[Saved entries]
= = = = =

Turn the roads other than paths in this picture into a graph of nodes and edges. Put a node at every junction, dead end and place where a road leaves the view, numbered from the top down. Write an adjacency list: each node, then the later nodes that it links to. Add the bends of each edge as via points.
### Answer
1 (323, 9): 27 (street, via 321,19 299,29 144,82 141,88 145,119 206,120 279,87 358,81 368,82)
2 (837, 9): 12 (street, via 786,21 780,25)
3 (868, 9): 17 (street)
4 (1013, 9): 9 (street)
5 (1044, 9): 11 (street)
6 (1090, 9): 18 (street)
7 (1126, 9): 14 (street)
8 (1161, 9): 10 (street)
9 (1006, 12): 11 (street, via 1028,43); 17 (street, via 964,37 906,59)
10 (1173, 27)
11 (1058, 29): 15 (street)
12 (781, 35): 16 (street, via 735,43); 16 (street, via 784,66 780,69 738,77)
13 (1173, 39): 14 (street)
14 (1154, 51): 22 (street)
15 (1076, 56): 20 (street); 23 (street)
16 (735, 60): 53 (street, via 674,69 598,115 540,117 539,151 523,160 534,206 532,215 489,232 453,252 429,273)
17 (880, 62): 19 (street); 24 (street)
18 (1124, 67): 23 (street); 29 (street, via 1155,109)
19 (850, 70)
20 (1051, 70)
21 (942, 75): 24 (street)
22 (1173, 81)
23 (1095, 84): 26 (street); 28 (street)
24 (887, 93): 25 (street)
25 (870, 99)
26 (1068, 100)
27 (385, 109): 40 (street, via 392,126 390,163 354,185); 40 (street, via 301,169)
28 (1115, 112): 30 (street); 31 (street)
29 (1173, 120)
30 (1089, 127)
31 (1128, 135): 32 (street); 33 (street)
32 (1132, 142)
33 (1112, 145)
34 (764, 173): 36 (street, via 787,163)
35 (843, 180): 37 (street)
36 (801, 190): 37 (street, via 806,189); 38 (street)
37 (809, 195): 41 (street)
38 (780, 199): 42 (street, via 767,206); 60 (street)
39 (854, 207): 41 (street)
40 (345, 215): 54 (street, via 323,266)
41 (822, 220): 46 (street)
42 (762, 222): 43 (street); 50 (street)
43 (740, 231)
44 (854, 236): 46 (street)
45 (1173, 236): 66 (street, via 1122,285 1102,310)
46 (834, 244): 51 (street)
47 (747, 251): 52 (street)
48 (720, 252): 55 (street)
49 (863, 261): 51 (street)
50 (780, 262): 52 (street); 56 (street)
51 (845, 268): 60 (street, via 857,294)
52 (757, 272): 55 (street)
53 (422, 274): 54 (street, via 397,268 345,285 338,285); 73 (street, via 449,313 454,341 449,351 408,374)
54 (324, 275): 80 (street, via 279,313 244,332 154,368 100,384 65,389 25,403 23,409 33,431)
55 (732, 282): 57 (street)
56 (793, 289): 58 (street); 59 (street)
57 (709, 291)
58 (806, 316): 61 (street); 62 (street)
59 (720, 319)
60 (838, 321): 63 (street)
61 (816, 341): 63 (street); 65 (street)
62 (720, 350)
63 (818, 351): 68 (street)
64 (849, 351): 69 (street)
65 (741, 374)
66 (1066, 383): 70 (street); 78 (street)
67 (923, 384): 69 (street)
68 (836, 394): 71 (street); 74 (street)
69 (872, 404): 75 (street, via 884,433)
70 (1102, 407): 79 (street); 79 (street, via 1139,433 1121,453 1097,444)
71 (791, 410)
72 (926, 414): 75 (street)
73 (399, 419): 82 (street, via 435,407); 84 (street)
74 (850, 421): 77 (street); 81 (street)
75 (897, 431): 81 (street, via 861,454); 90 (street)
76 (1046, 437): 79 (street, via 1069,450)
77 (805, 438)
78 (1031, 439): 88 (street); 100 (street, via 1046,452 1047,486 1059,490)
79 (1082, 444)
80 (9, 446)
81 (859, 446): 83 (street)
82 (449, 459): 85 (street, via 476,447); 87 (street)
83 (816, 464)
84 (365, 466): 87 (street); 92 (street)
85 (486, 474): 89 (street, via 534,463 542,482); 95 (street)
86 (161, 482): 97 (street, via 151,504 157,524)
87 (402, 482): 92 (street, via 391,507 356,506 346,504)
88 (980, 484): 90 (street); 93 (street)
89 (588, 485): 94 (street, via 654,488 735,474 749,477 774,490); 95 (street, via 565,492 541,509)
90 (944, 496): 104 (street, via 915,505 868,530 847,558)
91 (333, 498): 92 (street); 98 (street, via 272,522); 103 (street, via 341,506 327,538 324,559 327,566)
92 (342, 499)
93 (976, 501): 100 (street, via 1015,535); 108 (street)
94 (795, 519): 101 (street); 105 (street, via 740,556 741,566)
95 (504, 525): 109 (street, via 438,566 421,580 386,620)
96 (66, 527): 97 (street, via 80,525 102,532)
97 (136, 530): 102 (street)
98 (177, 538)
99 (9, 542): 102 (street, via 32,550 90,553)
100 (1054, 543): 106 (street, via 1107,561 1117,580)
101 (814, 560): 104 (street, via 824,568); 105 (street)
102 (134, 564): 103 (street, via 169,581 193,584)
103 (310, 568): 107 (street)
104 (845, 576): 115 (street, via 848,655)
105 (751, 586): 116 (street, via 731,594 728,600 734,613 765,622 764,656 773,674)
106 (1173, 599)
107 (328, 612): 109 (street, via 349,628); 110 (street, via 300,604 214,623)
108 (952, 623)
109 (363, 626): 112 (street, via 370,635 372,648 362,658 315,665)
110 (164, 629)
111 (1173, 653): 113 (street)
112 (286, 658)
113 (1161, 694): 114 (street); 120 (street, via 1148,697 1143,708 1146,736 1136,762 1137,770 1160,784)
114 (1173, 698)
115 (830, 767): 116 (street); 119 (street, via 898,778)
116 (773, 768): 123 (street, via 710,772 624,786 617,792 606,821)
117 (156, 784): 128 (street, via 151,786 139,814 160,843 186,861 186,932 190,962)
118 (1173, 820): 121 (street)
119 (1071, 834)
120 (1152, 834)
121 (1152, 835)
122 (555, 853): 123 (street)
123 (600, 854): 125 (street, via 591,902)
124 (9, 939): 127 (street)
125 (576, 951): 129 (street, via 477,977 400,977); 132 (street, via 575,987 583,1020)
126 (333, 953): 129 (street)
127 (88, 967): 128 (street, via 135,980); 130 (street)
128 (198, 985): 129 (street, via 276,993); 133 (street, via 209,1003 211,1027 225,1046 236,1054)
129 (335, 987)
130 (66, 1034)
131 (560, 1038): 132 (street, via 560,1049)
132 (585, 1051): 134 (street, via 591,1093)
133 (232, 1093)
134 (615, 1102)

= = = = =

Repeat the data in its entirety, word for word.

## Answer to this problem
Turn the roads other than paths in this picture into a graph of nodes and edges. Put a node at every junction, dead end and place where a road leaves the view, numbered from the top down. Write an adjacency list: each node, then the later nodes that it links to. Add the bends of each edge as via points.
### Answer
1 (323, 9): 27 (street, via 321,19 299,29 144,82 141,88 145,119 206,120 279,87 358,81 368,82)
2 (837, 9): 12 (street, via 786,21 780,25)
3 (868, 9): 17 (street)
4 (1013, 9): 9 (street)
5 (1044, 9): 11 (street)
6 (1090, 9): 18 (street)
7 (1126, 9): 14 (street)
8 (1161, 9): 10 (street)
9 (1006, 12): 11 (street, via 1028,43); 17 (street, via 964,37 906,59)
10 (1173, 27)
11 (1058, 29): 15 (street)
12 (781, 35): 16 (street, via 735,43); 16 (street, via 784,66 780,69 738,77)
13 (1173, 39): 14 (street)
14 (1154, 51): 22 (street)
15 (1076, 56): 20 (street); 23 (street)
16 (735, 60): 53 (street, via 674,69 598,115 540,117 539,151 523,160 534,206 532,215 489,232 453,252 429,273)
17 (880, 62): 19 (street); 24 (street)
18 (1124, 67): 23 (street); 29 (street, via 1155,109)
19 (850, 70)
20 (1051, 70)
21 (942, 75): 24 (street)
22 (1173, 81)
23 (1095, 84): 26 (street); 28 (street)
24 (887, 93): 25 (street)
25 (870, 99)
26 (1068, 100)
27 (385, 109): 40 (street, via 392,126 390,163 354,185); 40 (street, via 301,169)
28 (1115, 112): 30 (street); 31 (street)
29 (1173, 120)
30 (1089, 127)
31 (1128, 135): 32 (street); 33 (street)
32 (1132, 142)
33 (1112, 145)
34 (764, 173): 36 (street, via 787,163)
35 (843, 180): 37 (street)
36 (801, 190): 37 (street, via 806,189); 38 (street)
37 (809, 195): 41 (street)
38 (780, 199): 42 (street, via 767,206); 60 (street)
39 (854, 207): 41 (street)
40 (345, 215): 54 (street, via 323,266)
41 (822, 220): 46 (street)
42 (762, 222): 43 (street); 50 (street)
43 (740, 231)
44 (854, 236): 46 (street)
45 (1173, 236): 66 (street, via 1122,285 1102,310)
46 (834, 244): 51 (street)
47 (747, 251): 52 (street)
48 (720, 252): 55 (street)
49 (863, 261): 51 (street)
50 (780, 262): 52 (street); 56 (street)
51 (845, 268): 60 (street, via 857,294)
52 (757, 272): 55 (street)
53 (422, 274): 54 (street, via 397,268 345,285 338,285); 73 (street, via 449,313 454,341 449,351 408,374)
54 (324, 275): 80 (street, via 279,313 244,332 154,368 100,384 65,389 25,403 23,409 33,431)
55 (732, 282): 57 (street)
56 (793, 289): 58 (street); 59 (street)
57 (709, 291)
58 (806, 316): 61 (street); 62 (street)
59 (720, 319)
60 (838, 321): 63 (street)
61 (816, 341): 63 (street); 65 (street)
62 (720, 350)
63 (818, 351): 68 (street)
64 (849, 351): 69 (street)
65 (741, 374)
66 (1066, 383): 70 (street); 78 (street)
67 (923, 384): 69 (street)
68 (836, 394): 71 (street); 74 (street)
69 (872, 404): 75 (street, via 884,433)
70 (1102, 407): 79 (street); 79 (street, via 1139,433 1121,453 1097,444)
71 (791, 410)
72 (926, 414): 75 (street)
73 (399, 419): 82 (street, via 435,407); 84 (street)
74 (850, 421): 77 (street); 81 (street)
75 (897, 431): 81 (street, via 861,454); 90 (street)
76 (1046, 437): 79 (street, via 1069,450)
77 (805, 438)
78 (1031, 439): 88 (street); 100 (street, via 1046,452 1047,486 1059,490)
79 (1082, 444)
80 (9, 446)
81 (859, 446): 83 (street)
82 (449, 459): 85 (street, via 476,447); 87 (street)
83 (816, 464)
84 (365, 466): 87 (street); 92 (street)
85 (486, 474): 89 (street, via 534,463 542,482); 95 (street)
86 (161, 482): 97 (street, via 151,504 157,524)
87 (402, 482): 92 (street, via 391,507 356,506 346,504)
88 (980, 484): 90 (street); 93 (street)
89 (588, 485): 94 (street, via 654,488 735,474 749,477 774,490); 95 (street, via 565,492 541,509)
90 (944, 496): 104 (street, via 915,505 868,530 847,558)
91 (333, 498): 92 (street); 98 (street, via 272,522); 103 (street, via 341,506 327,538 324,559 327,566)
92 (342, 499)
93 (976, 501): 100 (street, via 1015,535); 108 (street)
94 (795, 519): 101 (street); 105 (street, via 740,556 741,566)
95 (504, 525): 109 (street, via 438,566 421,580 386,620)
96 (66, 527): 97 (street, via 80,525 102,532)
97 (136, 530): 102 (street)
98 (177, 538)
99 (9, 542): 102 (street, via 32,550 90,553)
100 (1054, 543): 106 (street, via 1107,561 1117,580)
101 (814, 560): 104 (street, via 824,568); 105 (street)
102 (134, 564): 103 (street, via 169,581 193,584)
103 (310, 568): 107 (street)
104 (845, 576): 115 (street, via 848,655)
105 (751, 586): 116 (street, via 731,594 728,600 734,613 765,622 764,656 773,674)
106 (1173, 599)
107 (328, 612): 109 (street, via 349,628); 110 (street, via 300,604 214,623)
108 (952, 623)
109 (363, 626): 112 (street, via 370,635 372,648 362,658 315,665)
110 (164, 629)
111 (1173, 653): 113 (street)
112 (286, 658)
113 (1161, 694): 114 (street); 120 (street, via 1148,697 1143,708 1146,736 1136,762 1137,770 1160,784)
114 (1173, 698)
115 (830, 767): 116 (street); 119 (street, via 898,778)
116 (773, 768): 123 (street, via 710,772 624,786 617,792 606,821)
117 (156, 784): 128 (street, via 151,786 139,814 160,843 186,861 186,932 190,962)
118 (1173, 820): 121 (street)
119 (1071, 834)
120 (1152, 834)
121 (1152, 835)
122 (555, 853): 123 (street)
123 (600, 854): 125 (street, via 591,902)
124 (9, 939): 127 (street)
125 (576, 951): 129 (street, via 477,977 400,977); 132 (street, via 575,987 583,1020)
126 (333, 953): 129 (street)
127 (88, 967): 128 (street, via 135,980); 130 (street)
128 (198, 985): 129 (street, via 276,993); 133 (street, via 209,1003 211,1027 225,1046 236,1054)
129 (335, 987)
130 (66, 1034)
131 (560, 1038): 132 (street, via 560,1049)
132 (585, 1051): 134 (street, via 591,1093)
133 (232, 1093)
134 (615, 1102)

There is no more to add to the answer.